これを勘案し、韓国政府は2019年から「共有民宿業」という新たな制度を推進中だが批判は依然と根強い。内国人の宿泊を許容するものの、家主が住む家でなければならず(空き家禁止)、営業日を年間180日に制限した。モーテルなど従来の宿泊業界の反対が激しく、これさえも実現の可能性が不透明だ。

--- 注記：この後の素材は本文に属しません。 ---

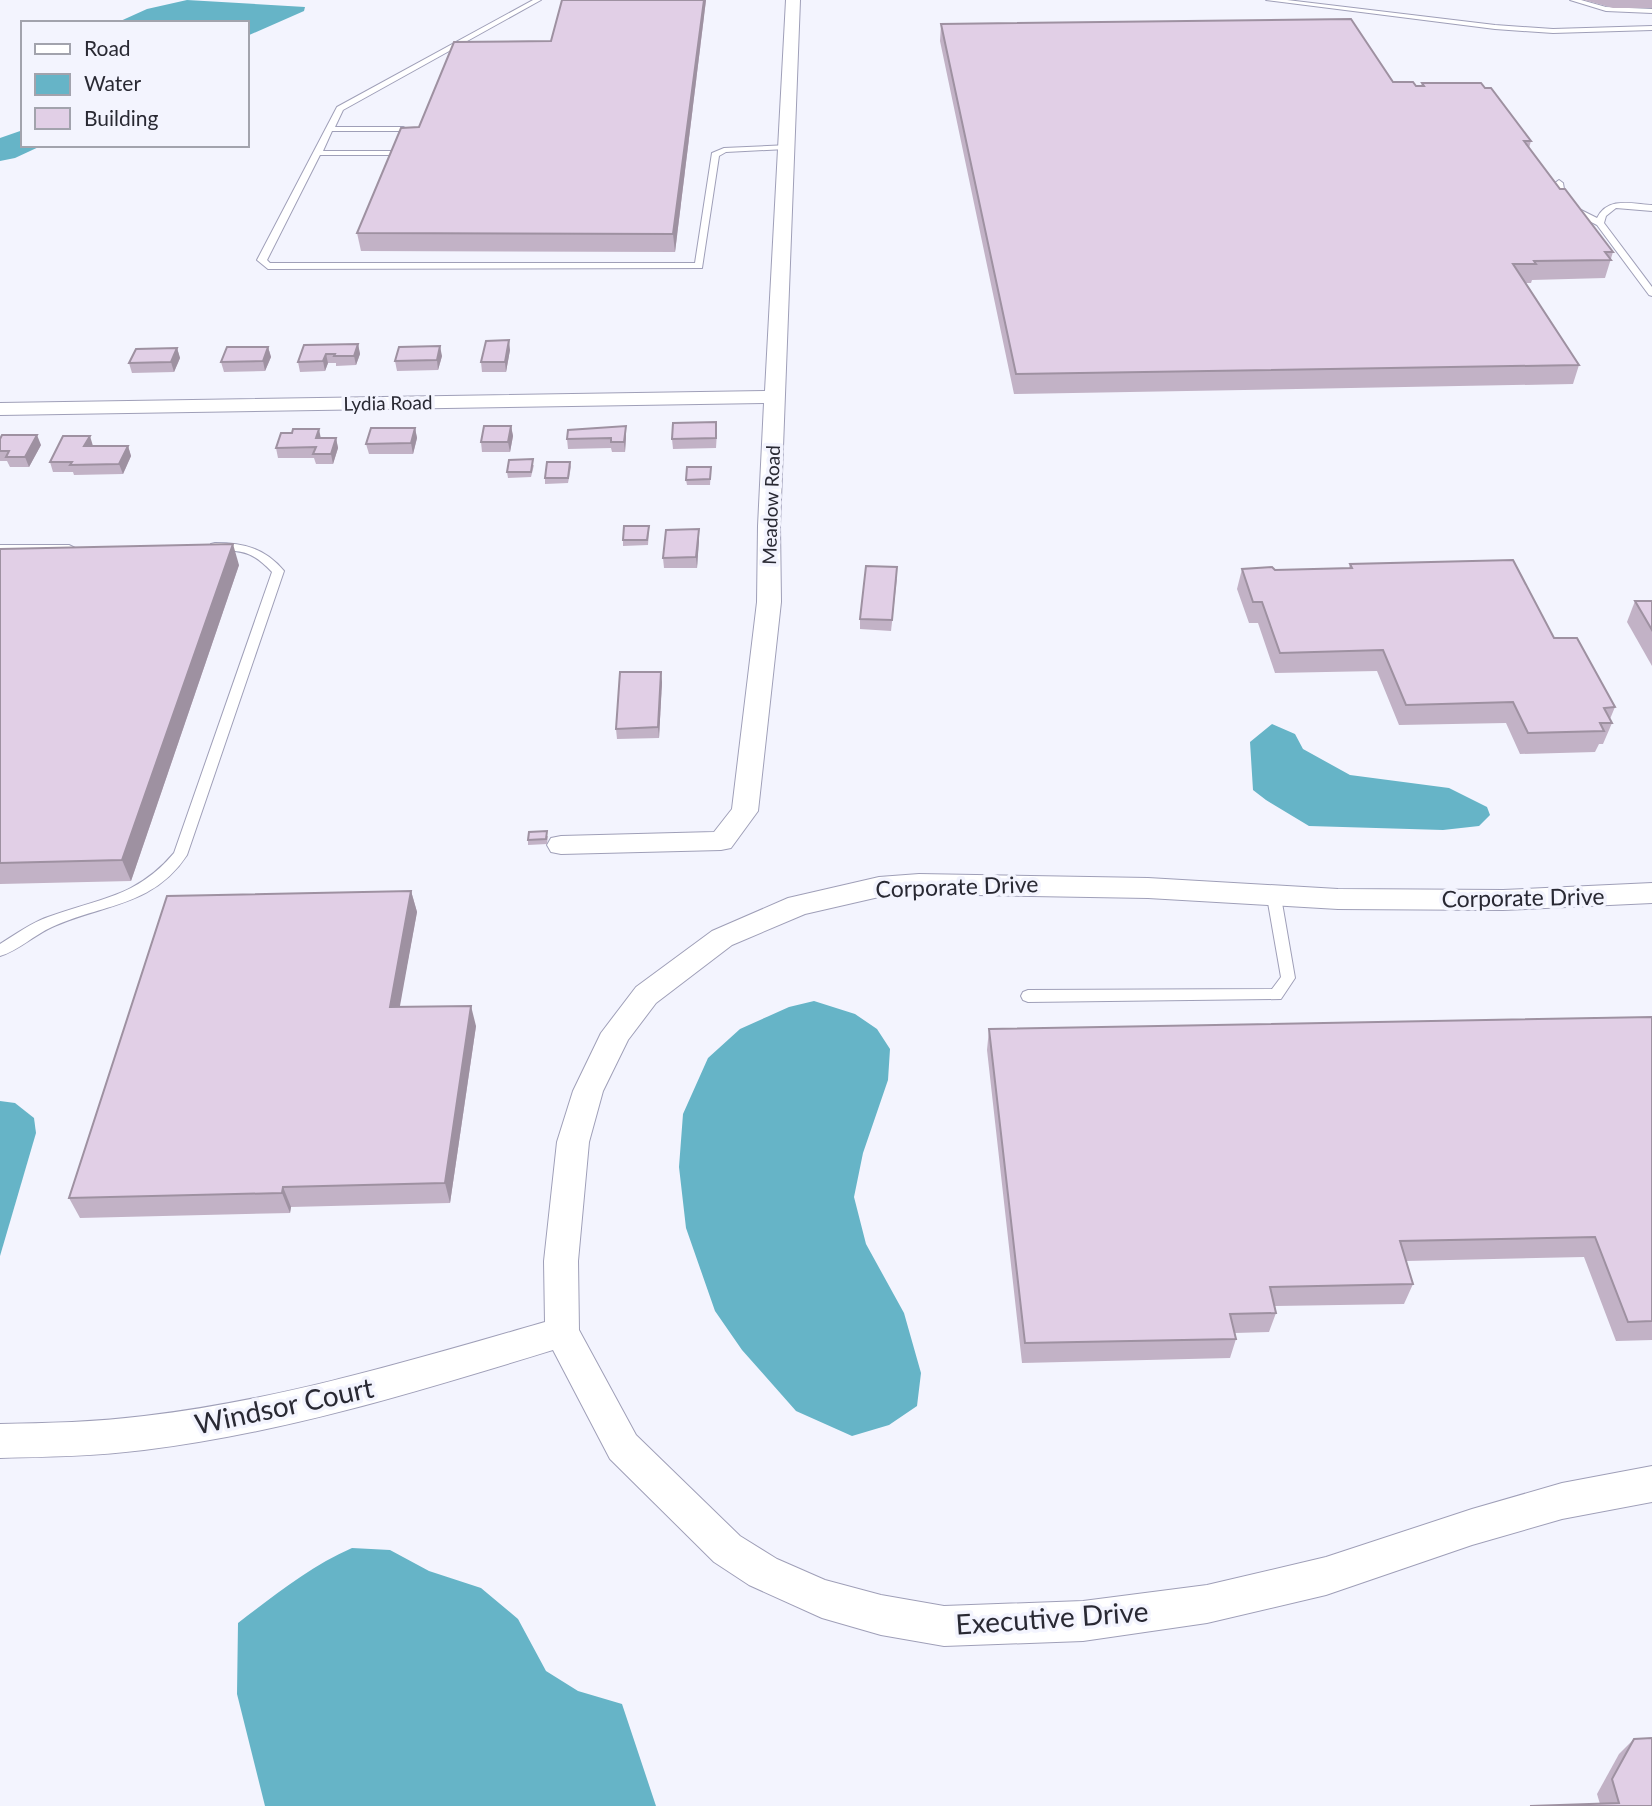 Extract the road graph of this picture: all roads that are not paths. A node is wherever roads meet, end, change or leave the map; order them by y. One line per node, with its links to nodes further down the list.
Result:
1 (538, 0): 9 (lane)
2 (793, 0): 11 (street, Meadow Road)
3 (1269, 0): 7 (lane)
4 (1573, 0): 5 (lane)
5 (1652, 10)
6 (1652, 28): 7 (lane)
7 (1613, 31): 8 (lane)
8 (1652, 34)
9 (331, 128): 10 (lane); 12 (lane)
10 (403, 129)
11 (786, 148): 12 (lane); 18 (street, Meadow Road)
12 (318, 153): 13 (lane)
13 (395, 153)
14 (1559, 183): 16 (lane)
15 (1652, 208): 16 (lane)
16 (1600, 223): 17 (lane)
17 (1652, 293)
18 (775, 397): 19 (street, Lydia Road); 23 (street, Meadow Road)
19 (0, 409)
20 (200, 547): 26 (lane)
21 (0, 548): 22 (lane)
22 (80, 548)
23 (561, 845)
24 (1652, 893): 25 (street, Corporate Drive)
25 (1274, 897): 27 (lane); 28 (street, Corporate Drive)
26 (0, 951)
27 (1028, 996)
28 (562, 1332): 29 (street, Windsor Court); 30 (street, Executive Drive)
29 (0, 1441)
30 (1652, 1484)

--規制の話をしたい。議論が2年間にわたり停滞状態だ。
「さまざまな利害関係が絡み合って合意が容易ではない。3種類の原則が重要だと考える。1つ目は消費者効用を高めるには競争を促進しなければならないこと。2つ目は観光客がどのような類型の宿舎を好むのかなど、正確な事実に基づいて議論しようということ。3つ目は長期的な観点で見なければならないことだ。政府が観光客2000万人誘致を目標に掲げていた時とは状況が大きく変わった。コロナが終われば観光客3000万人を受け入れなければならない。どのような制度と器を作れば、観光客に韓国が良い経験や記憶を残せるのか、深く考えなければならない」
--共有民宿業は韓国だけの特殊な規制なのか。
「エアビーアンドビーは191カ国に進出している。国ごとにアプローチ法が異なる。営業日180日制限は日本の規制だが、韓国政府がこれをベンチマーキングした。だが、日本には(韓国とは違って)居住実績要件がない。空き家もエアビーアンドビーとして活用することができる。国内では競争を制限する方向に議論が流れていて残念だ」
「訪韓外国人3000万人時代来る」Uber・Airbnbを経たCEOの予見(1)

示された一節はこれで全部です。